**What the task requires**
The records below are to be set down again exactly, with the pictures left out.

**The records**
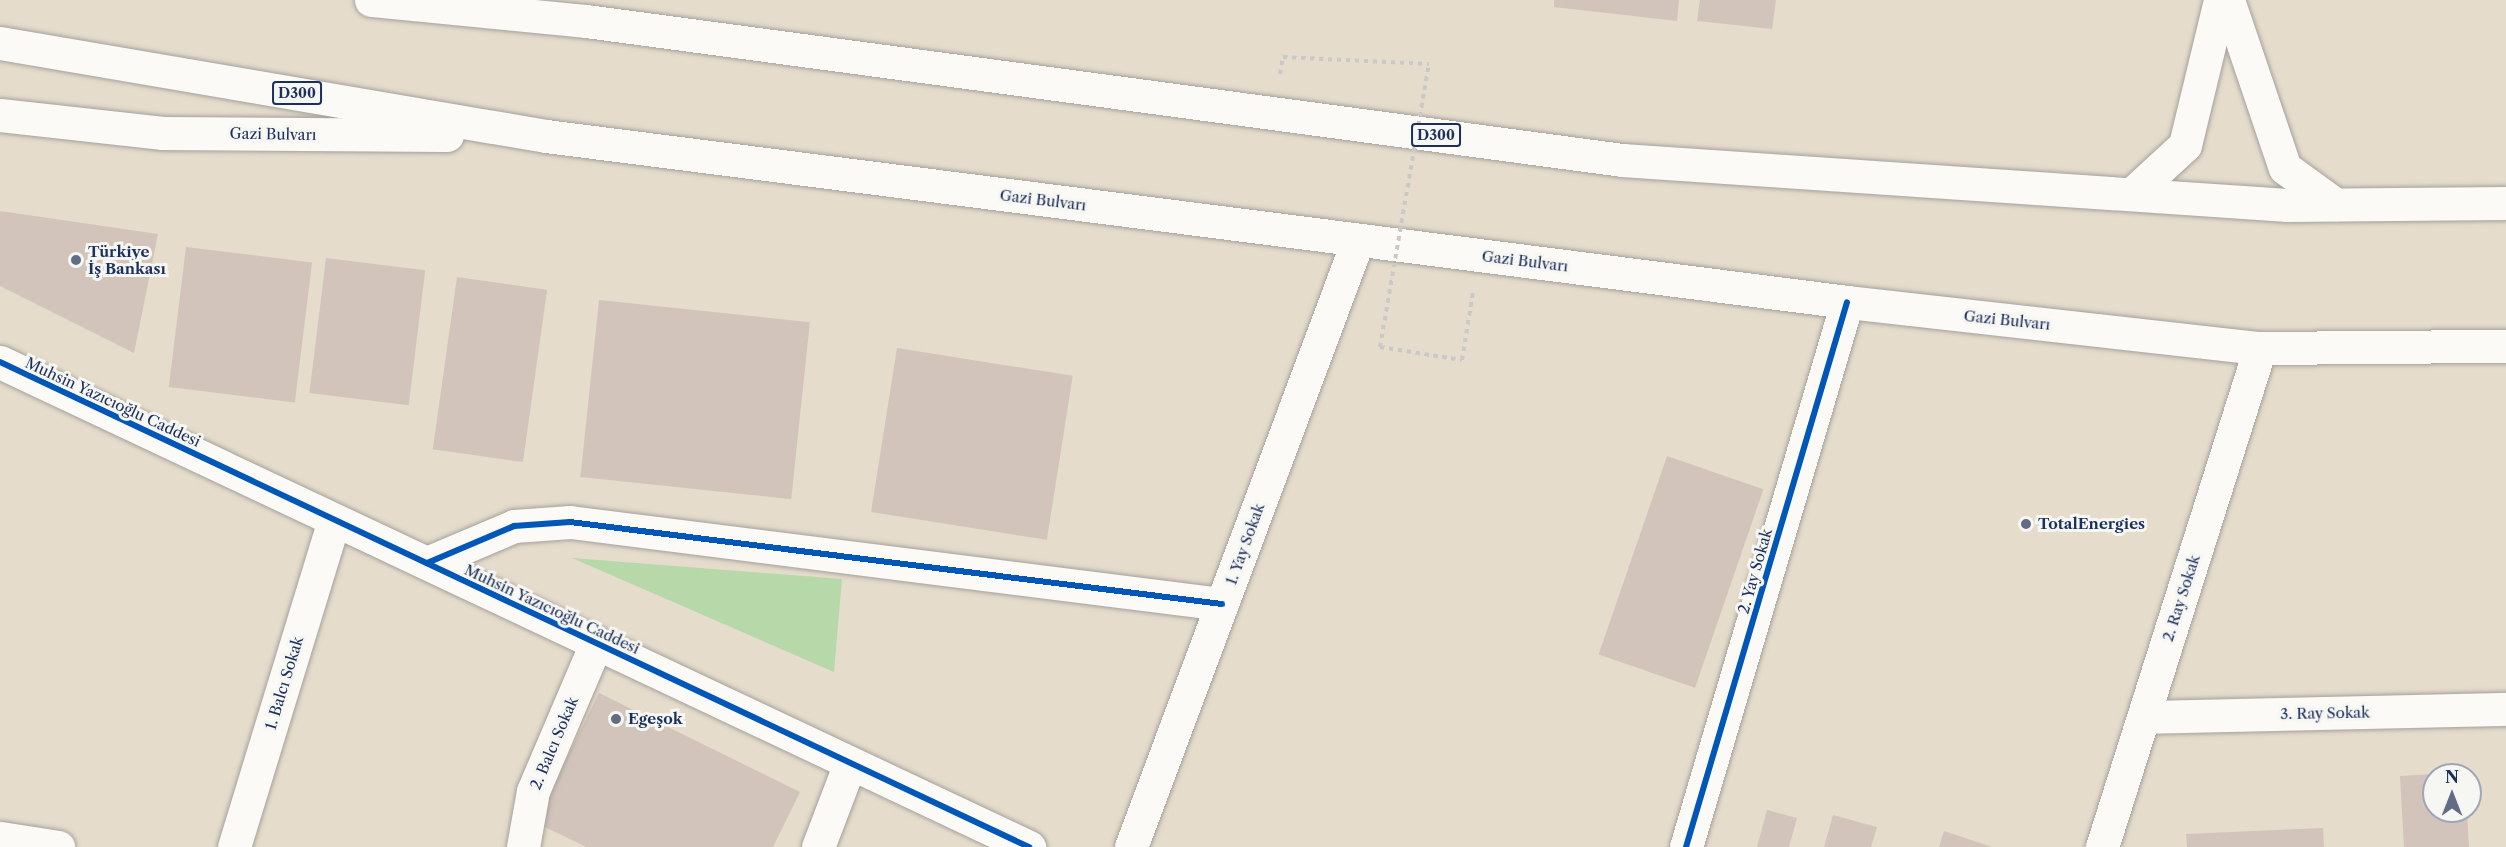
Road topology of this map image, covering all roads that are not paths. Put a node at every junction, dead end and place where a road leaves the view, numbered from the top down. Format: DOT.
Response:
graph roads {
  1 [pos="371,0"];
  2 [pos="508,0"];
  3 [pos="2220,0"];
  4 [pos="2228,0"];
  5 [pos="586,21"];
  6 [pos="0,43"];
  7 [pos="0,115"];
  8 [pos="546,136"];
  9 [pos="2133,193"];
  10 [pos="2506,203"];
  11 [pos="2335,204"];
  12 [pos="1358,240"];
  13 [pos="1847,302"];
  14 [pos="2506,346"];
  15 [pos="2260,348"];
  16 [pos="0,362"];
  17 [pos="334,520"];
  18 [pos="427,563"];
  19 [pos="1222,604"];
  20 [pos="596,643"];
  21 [pos="2506,709"];
  22 [pos="2144,717"];
  23 [pos="850,763"];
  24 [pos="0,838"];
  25 [pos="58,847"];
  26 [pos="234,847"];
  27 [pos="523,847"];
  28 [pos="818,847"];
  29 [pos="1029,847"];
  30 [pos="1131,847"];
  31 [pos="1686,847"];
  32 [pos="2102,847"];
  1 -- 5 [label="main road, D300"];
  2 -- 5 [label="main road"];
  3 -- 9 [label="main road"];
  4 -- 11 [label="main road"];
  5 -- 9 [label="main road, D300"];
  6 -- 8 [label="main road, Gazi Bulvarı / D300"];
  7 -- 8 [label="main road, Gazi Bulvarı"];
  8 -- 12 [label="main road, Gazi Bulvarı / D300"];
  9 -- 11 [label="main road, D300"];
  10 -- 11 [label="main road, D300"];
  12 -- 13 [label="main road, Gazi Bulvarı / D300"];
  12 -- 19 [label="main road, 1. Yay Sokak"];
  13 -- 15 [label="main road, Gazi Bulvarı / D300"];
  13 -- 31 [label="main road, 2. Yay Sokak"];
  14 -- 15 [label="main road, Gazi Bulvarı / D300"];
  15 -- 22 [label="main road, 2. Ray Sokak"];
  16 -- 17 [label="main road, Muhsin Yazıcıoğlu Caddesi"];
  17 -- 18 [label="main road, Muhsin Yazıcıoğlu Caddesi"];
  17 -- 26 [label="main road, 1. Balcı Sokak"];
  18 -- 19 [label="main road"];
  18 -- 20 [label="main road, Muhsin Yazıcıoğlu Caddesi"];
  19 -- 30 [label="main road, 1. Yay Sokak"];
  20 -- 23 [label="main road, Muhsin Yazıcıoğlu Caddesi"];
  20 -- 27 [label="main road, 2. Balcı Sokak"];
  21 -- 22 [label="main road, 3. Ray Sokak"];
  22 -- 32 [label="main road, 2. Ray Sokak"];
  23 -- 28 [label="main road"];
  23 -- 29 [label="main road, Muhsin Yazıcıoğlu Caddesi"];
  24 -- 25 [label="main road"];
}
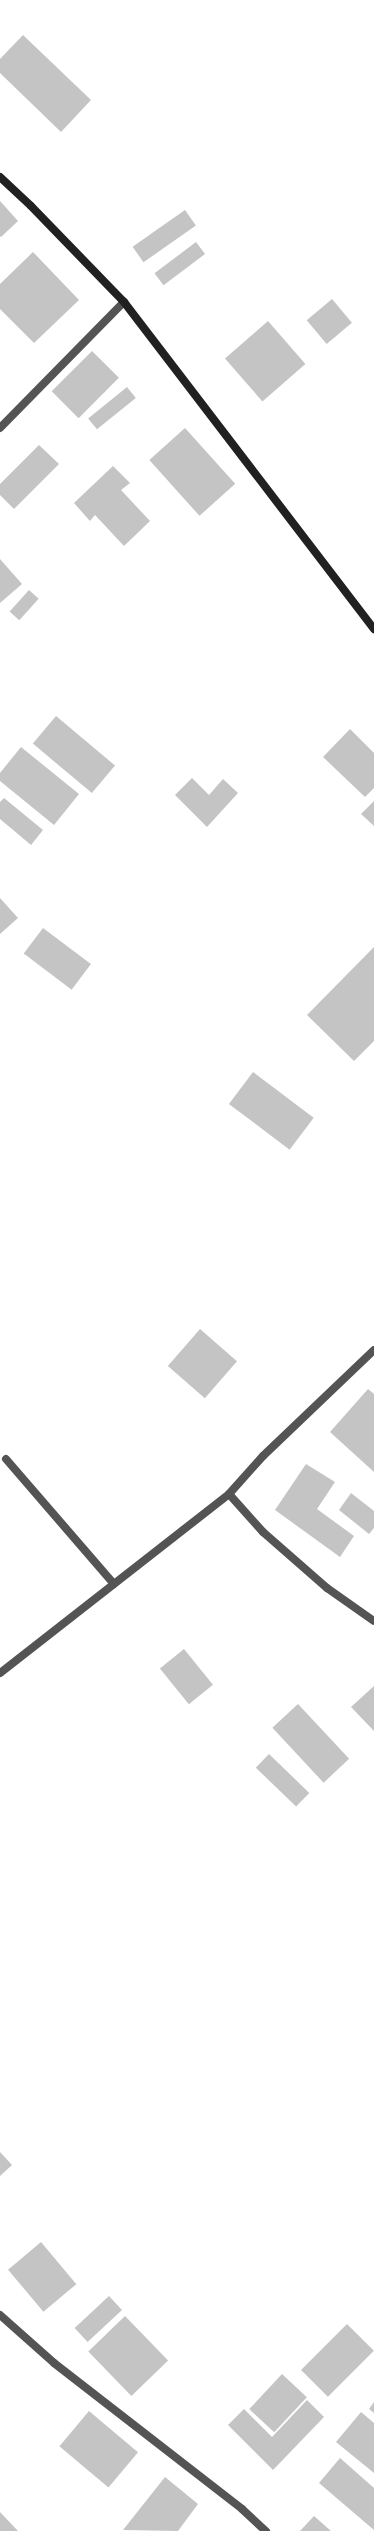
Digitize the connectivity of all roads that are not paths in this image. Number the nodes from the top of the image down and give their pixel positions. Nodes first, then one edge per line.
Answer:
1 (0, 177) edge
2 (124, 302) junction
3 (0, 428) edge
4 (374, 629) edge
5 (374, 1350) edge
6 (6, 1459) dead end
7 (229, 1494) junction
8 (114, 1584) junction
9 (374, 1621) edge
10 (1, 1670) edge
11 (0, 2315) edge
12 (266, 2531) edge

1 - 2 street
2 - 3 street
2 - 4 street
5 - 7 street
6 - 8 street
7 - 8 street
7 - 9 street
8 - 10 street
11 - 12 street

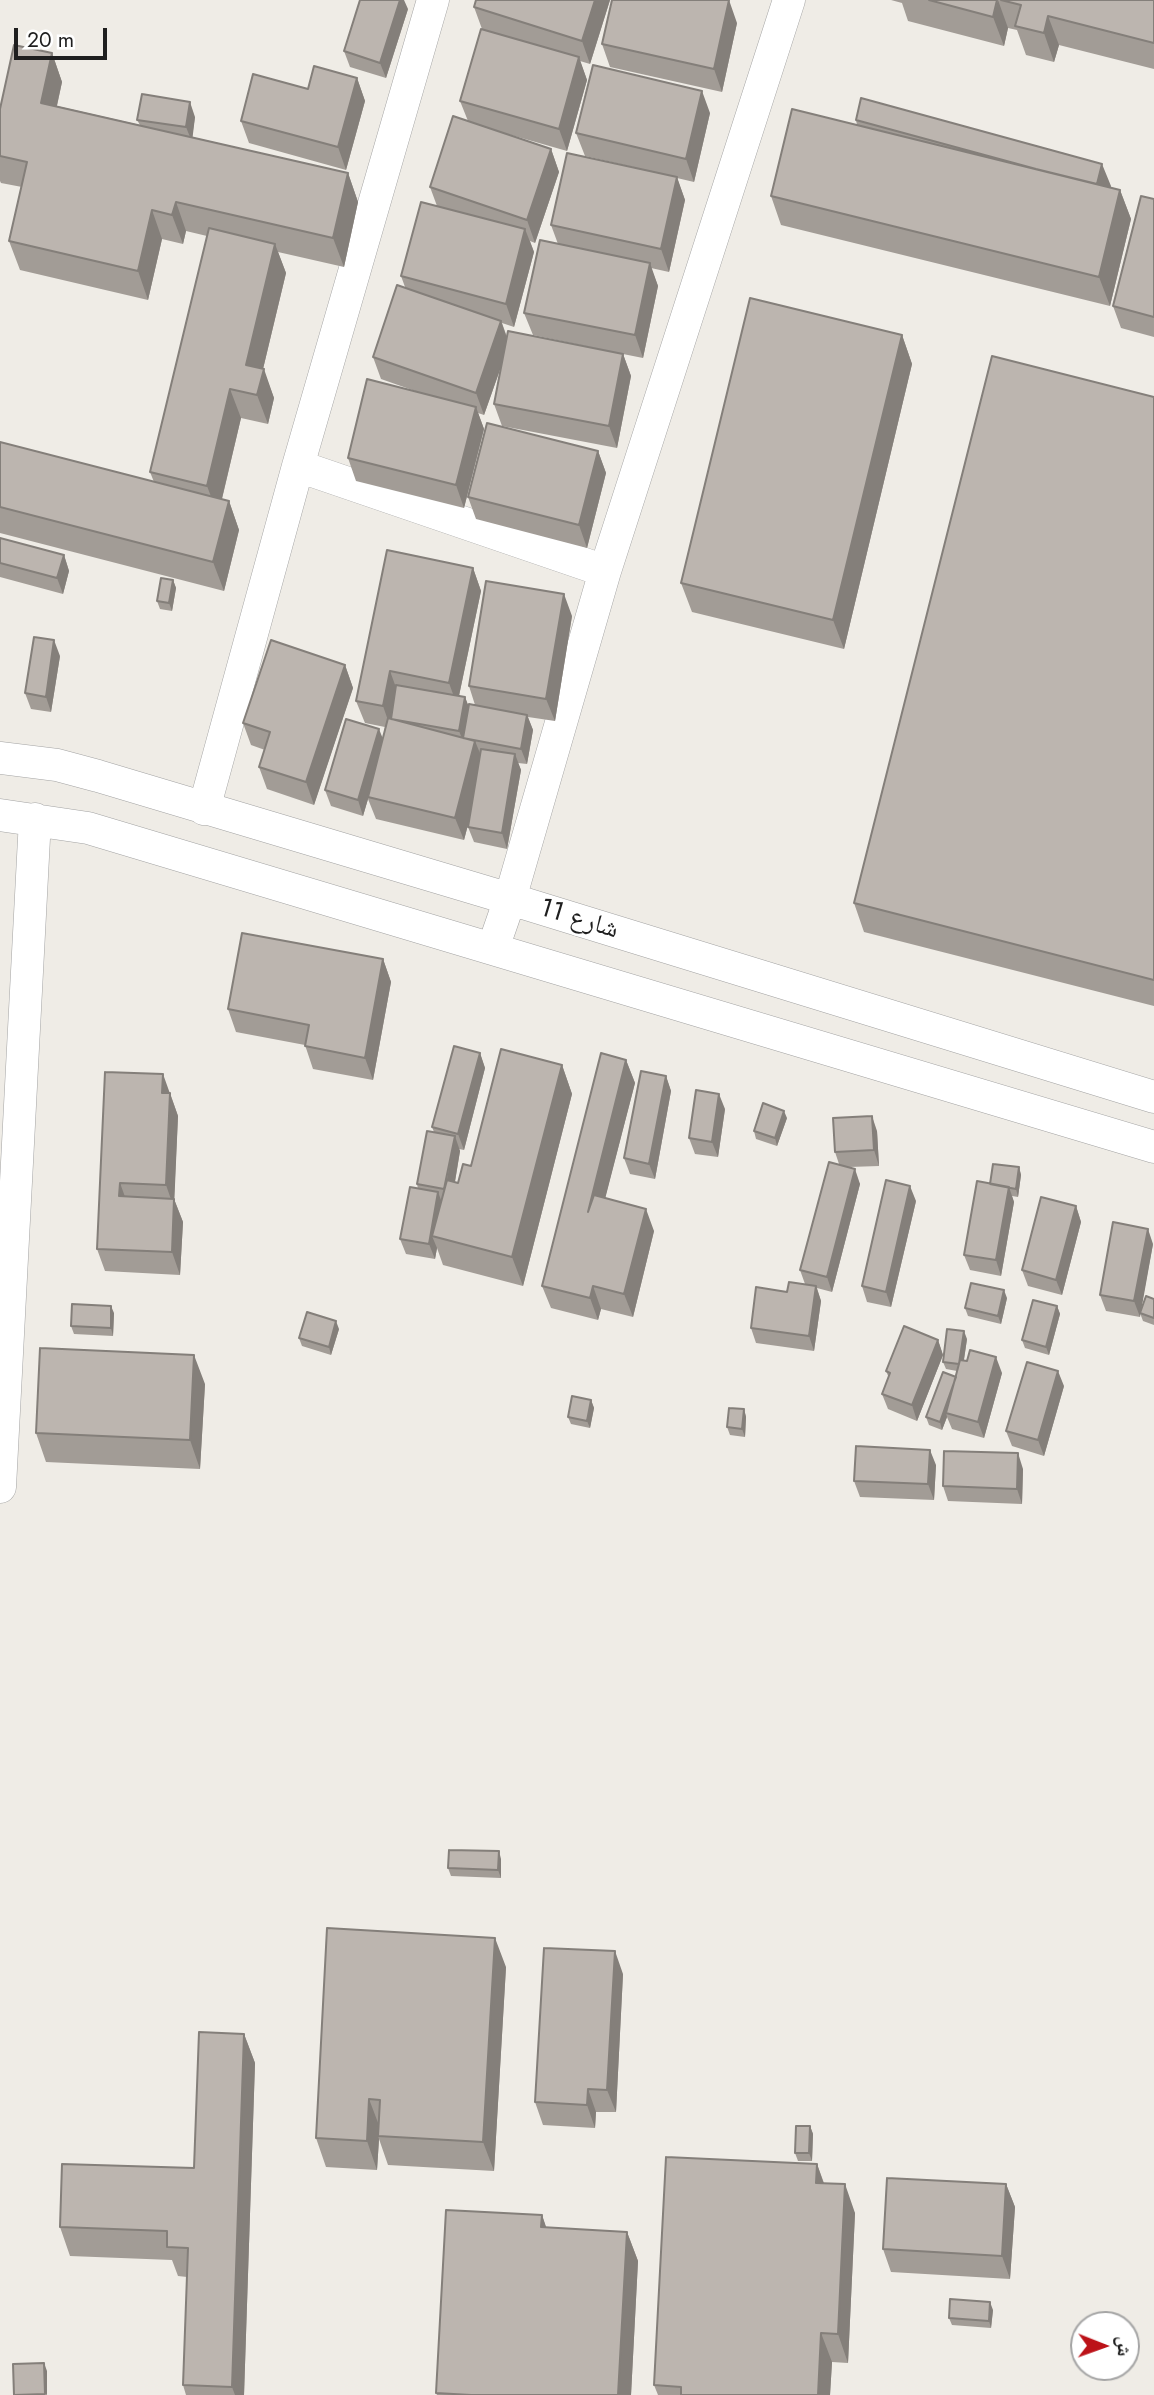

**Your response**
Road topology of this map image, covering all roads that are not paths. Put a node at every junction, dead end and place where a road leaves the view, numbered from the top down. Format: DOT.
Response:
graph roads {
  1 [pos="371,0"];
  2 [pos="508,0"];
  3 [pos="2220,0"];
  4 [pos="2228,0"];
  5 [pos="586,21"];
  6 [pos="0,43"];
  7 [pos="0,115"];
  8 [pos="546,136"];
  9 [pos="2133,193"];
  10 [pos="2506,203"];
  11 [pos="2335,204"];
  12 [pos="1358,240"];
  13 [pos="1847,302"];
  14 [pos="2506,346"];
  15 [pos="2260,348"];
  16 [pos="0,362"];
  17 [pos="334,520"];
  18 [pos="427,563"];
  19 [pos="1222,604"];
  20 [pos="596,643"];
  21 [pos="2506,709"];
  22 [pos="2144,717"];
  23 [pos="850,763"];
  24 [pos="0,838"];
  25 [pos="58,847"];
  26 [pos="234,847"];
  27 [pos="523,847"];
  28 [pos="818,847"];
  29 [pos="1029,847"];
  30 [pos="1131,847"];
  31 [pos="1686,847"];
  32 [pos="2102,847"];
  1 -- 5 [label="main road, D300"];
  2 -- 5 [label="main road"];
  3 -- 9 [label="main road"];
  4 -- 11 [label="main road"];
  5 -- 9 [label="main road, D300"];
  6 -- 8 [label="main road, Gazi Bulvarı / D300"];
  7 -- 8 [label="main road, Gazi Bulvarı"];
  8 -- 12 [label="main road, Gazi Bulvarı / D300"];
  9 -- 11 [label="main road, D300"];
  10 -- 11 [label="main road, D300"];
  12 -- 13 [label="main road, Gazi Bulvarı / D300"];
  12 -- 19 [label="main road, 1. Yay Sokak"];
  13 -- 15 [label="main road, Gazi Bulvarı / D300"];
  13 -- 31 [label="main road, 2. Yay Sokak"];
  14 -- 15 [label="main road, Gazi Bulvarı / D300"];
  15 -- 22 [label="main road, 2. Ray Sokak"];
  16 -- 17 [label="main road, Muhsin Yazıcıoğlu Caddesi"];
  17 -- 18 [label="main road, Muhsin Yazıcıoğlu Caddesi"];
  17 -- 26 [label="main road, 1. Balcı Sokak"];
  18 -- 19 [label="main road"];
  18 -- 20 [label="main road, Muhsin Yazıcıoğlu Caddesi"];
  19 -- 30 [label="main road, 1. Yay Sokak"];
  20 -- 23 [label="main road, Muhsin Yazıcıoğlu Caddesi"];
  20 -- 27 [label="main road, 2. Balcı Sokak"];
  21 -- 22 [label="main road, 3. Ray Sokak"];
  22 -- 32 [label="main road, 2. Ray Sokak"];
  23 -- 28 [label="main road"];
  23 -- 29 [label="main road, Muhsin Yazıcıoğlu Caddesi"];
  24 -- 25 [label="main road"];
}
Digitize the connectivity of all roads that are not paths in this image. Number the nodes from the top of the image down and give their pixel positions. Nodes first, then one edge per line.
Answer:
1 (0, 177) edge
2 (124, 302) junction
3 (0, 428) edge
4 (374, 629) edge
5 (374, 1350) edge
6 (6, 1459) dead end
7 (229, 1494) junction
8 (114, 1584) junction
9 (374, 1621) edge
10 (1, 1670) edge
11 (0, 2315) edge
12 (266, 2531) edge

1 - 2 street
2 - 3 street
2 - 4 street
5 - 7 street
6 - 8 street
7 - 8 street
7 - 9 street
8 - 10 street
11 - 12 street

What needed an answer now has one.